- [HOW TO COMPLETE THIS TASK] If a line of the records holds the word "FLEETHILL", copy it out.

Start of DATA EXTRACT

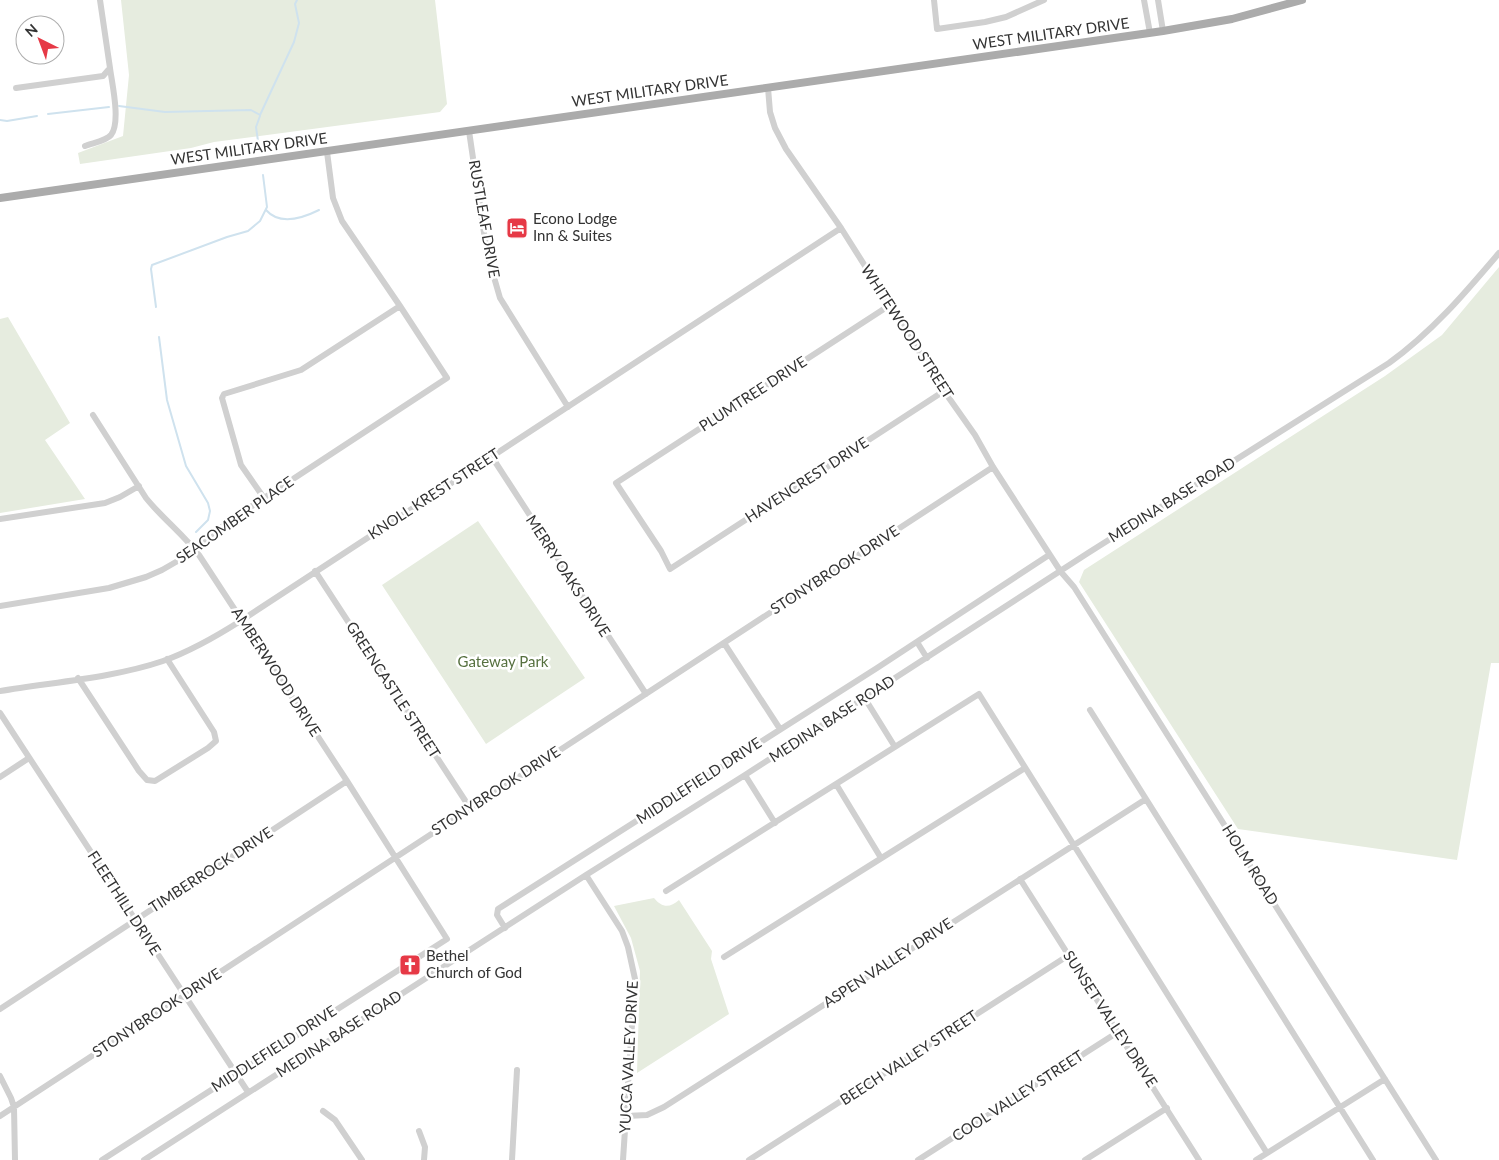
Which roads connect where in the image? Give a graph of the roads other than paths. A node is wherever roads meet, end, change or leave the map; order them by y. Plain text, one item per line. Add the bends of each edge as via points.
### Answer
1 (100, 0) edge
2 (934, 0) edge
3 (1044, 0) edge
4 (1144, 0) edge
5 (1158, 0) edge
6 (1302, 0) edge
7 (1163, 32) junction
8 (1150, 33) junction
9 (110, 68) junction
10 (16, 88) dead end
11 (768, 88) junction
12 (469, 131) junction
13 (85, 146) dead end
14 (327, 152) junction
15 (0, 198) edge
16 (840, 228) junction
17 (1499, 253) edge
18 (890, 305) junction
19 (400, 306) junction
20 (944, 390) junction
21 (568, 407) junction
22 (93, 415) dead end
23 (492, 456) junction
24 (993, 467) junction
25 (139, 486) junction
26 (264, 498) junction
27 (0, 520) edge
28 (195, 550) junction
29 (1049, 555) junction
30 (670, 570) joint
31 (315, 572) junction
32 (1061, 572) junction
33 (0, 606) edge
34 (242, 620) junction
35 (724, 642) junction
36 (917, 642) junction
37 (927, 658) junction
38 (167, 659) junction
39 (78, 678) junction
40 (0, 691) edge
41 (646, 694) junction
42 (864, 697) junction
43 (1090, 710) dead end
44 (0, 713) edge
45 (780, 729) junction
46 (895, 747) junction
47 (29, 758) junction
48 (1025, 768) junction
49 (745, 775) junction
50 (0, 777) edge
51 (347, 781) junction
52 (836, 784) junction
53 (1146, 798) junction
54 (470, 808) junction
55 (775, 823) junction
56 (1074, 844) junction
57 (396, 857) junction
58 (881, 858) junction
59 (586, 875) junction
60 (1020, 878) junction
61 (666, 891) dead end
62 (135, 920) junction
63 (505, 928) junction
64 (447, 939) joint
65 (1069, 955) junction
66 (724, 957) dead end
67 (185, 995) junction
68 (0, 1009) edge
69 (1118, 1032) junction
70 (517, 1070) dead end
71 (236, 1074) junction
72 (0, 1076) edge
73 (1385, 1079) junction
74 (248, 1092) junction
75 (14, 1107) junction
76 (1167, 1108) junction
77 (1339, 1108) junction
78 (323, 1111) dead end
79 (0, 1116) edge
80 (626, 1116) junction
81 (419, 1131) dead end
82 (1267, 1154) junction
83 (14, 1160) edge
84 (102, 1160) edge
85 (144, 1160) edge
86 (362, 1160) edge
87 (424, 1160) edge
88 (512, 1160) edge
89 (623, 1160) edge
90 (750, 1160) edge
91 (918, 1160) edge
92 (1085, 1160) edge
93 (1199, 1160) edge
94 (1256, 1160) edge
95 (1373, 1160) edge
96 (1436, 1160) edge

1 - 9 street
2 - 3 street via 938,29 1006,17
4 - 8 street
5 - 7 street
6 - 7 main road, WEST MILITARY DRIVE via 1232,19
7 - 8 main road, WEST MILITARY DRIVE
8 - 11 main road, WEST MILITARY DRIVE
9 - 10 street via 103,76
9 - 13 street via 116,117 112,134
11 - 12 main road, WEST MILITARY DRIVE
11 - 16 street, WHITEWOOD STREET via 770,112 781,141
12 - 14 main road, WEST MILITARY DRIVE
12 - 21 street, RUSTLEAF DRIVE via 487,254 500,298
14 - 15 main road, WEST MILITARY DRIVE
14 - 19 street via 334,198 342,221
16 - 18 street, WHITEWOOD STREET
16 - 21 street, KNOLL KREST STREET
17 - 32 street, MEDINA BASE ROAD via 1438,323 1400,355
18 - 20 street, WHITEWOOD STREET
18 - 30 street, PLUMTREE DRIVE via 616,483
19 - 26 street, SEACOMBER PLACE via 447,378
19 - 26 street via 301,370 224,394 222,398 238,456
20 - 24 street, WHITEWOOD STREET
20 - 30 street, HAVENCREST DRIVE
21 - 23 street, KNOLL KREST STREET
22 - 25 street, AMBERWOOD DRIVE
23 - 31 street, KNOLL KREST STREET
23 - 41 street, MERRY OAKS DRIVE
24 - 29 street, WHITEWOOD STREET
24 - 35 street, STONYBROOK DRIVE
25 - 27 street via 105,503
25 - 28 street, AMBERWOOD DRIVE via 156,510
26 - 28 street, SEACOMBER PLACE via 213,533
28 - 33 street, SEACOMBER PLACE via 162,570 124,585
28 - 34 street, AMBERWOOD DRIVE
29 - 32 street, WHITEWOOD STREET
29 - 36 street, MIDDLEFIELD DRIVE
31 - 34 street, KNOLL KREST STREET
31 - 54 street, GREENCASTLE STREET
32 - 37 street, MEDINA BASE ROAD
32 - 73 street, HOLM ROAD via 1074,587
34 - 38 street, KNOLL KREST STREET via 201,645
34 - 51 street, AMBERWOOD DRIVE
35 - 41 street, STONYBROOK DRIVE
35 - 45 street
36 - 37 street
36 - 45 street, MIDDLEFIELD DRIVE
37 - 42 street, MEDINA BASE ROAD
38 - 39 street, KNOLL KREST STREET
38 - 39 street via 214,732 216,741 160,779 150,781 143,777
39 - 40 street, KNOLL KREST STREET
41 - 54 street, STONYBROOK DRIVE
42 - 46 street
42 - 49 street, MEDINA BASE ROAD
43 - 53 street
44 - 47 street, FLEETHILL DRIVE
45 - 63 street, MIDDLEFIELD DRIVE via 498,909 497,915
46 - 48 street via 978,694
46 - 52 street
47 - 50 street
47 - 62 street, FLEETHILL DRIVE
48 - 56 street
48 - 58 street
49 - 55 street
49 - 59 street, MEDINA BASE ROAD
51 - 57 street, AMBERWOOD DRIVE
51 - 62 street, TIMBERROCK DRIVE
52 - 55 street
52 - 58 street
53 - 56 street, ASPEN VALLEY DRIVE
53 - 77 street
54 - 57 street, STONYBROOK DRIVE
55 - 61 street
56 - 60 street, ASPEN VALLEY DRIVE
56 - 82 street
57 - 64 street, AMBERWOOD DRIVE
57 - 67 street, STONYBROOK DRIVE
58 - 66 street
59 - 63 street, MEDINA BASE ROAD
59 - 80 street, YUCCA VALLEY DRIVE via 622,931 633,964 635,978
60 - 65 street, SUNSET VALLEY DRIVE
60 - 80 street, ASPEN VALLEY DRIVE via 664,1107 647,1115
62 - 67 street, FLEETHILL DRIVE
62 - 68 street, TIMBERROCK DRIVE
63 - 74 street, MEDINA BASE ROAD
64 - 71 street, MIDDLEFIELD DRIVE
65 - 69 street, SUNSET VALLEY DRIVE
65 - 90 street, BEECH VALLEY STREET
67 - 71 street, FLEETHILL DRIVE
67 - 75 street, STONYBROOK DRIVE
69 - 76 street, SUNSET VALLEY DRIVE
69 - 91 street, COOL VALLEY STREET
70 - 88 street
71 - 74 street, FLEETHILL DRIVE
71 - 84 street, MIDDLEFIELD DRIVE
72 - 75 street
73 - 77 street
73 - 96 street, HOLM ROAD
74 - 85 street, MEDINA BASE ROAD
75 - 79 street, STONYBROOK DRIVE
75 - 83 street
76 - 92 street
76 - 93 street, SUNSET VALLEY DRIVE
77 - 82 street
77 - 95 street
78 - 86 street via 336,1120
80 - 89 street, YUCCA VALLEY DRIVE
81 - 87 street via 425,1147
82 - 94 street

End of DATA EXTRACT

- [RESULT OF THIS TASK]
44 - 47 street, FLEETHILL DRIVE
47 - 62 street, FLEETHILL DRIVE
62 - 67 street, FLEETHILL DRIVE
67 - 71 street, FLEETHILL DRIVE
71 - 74 street, FLEETHILL DRIVE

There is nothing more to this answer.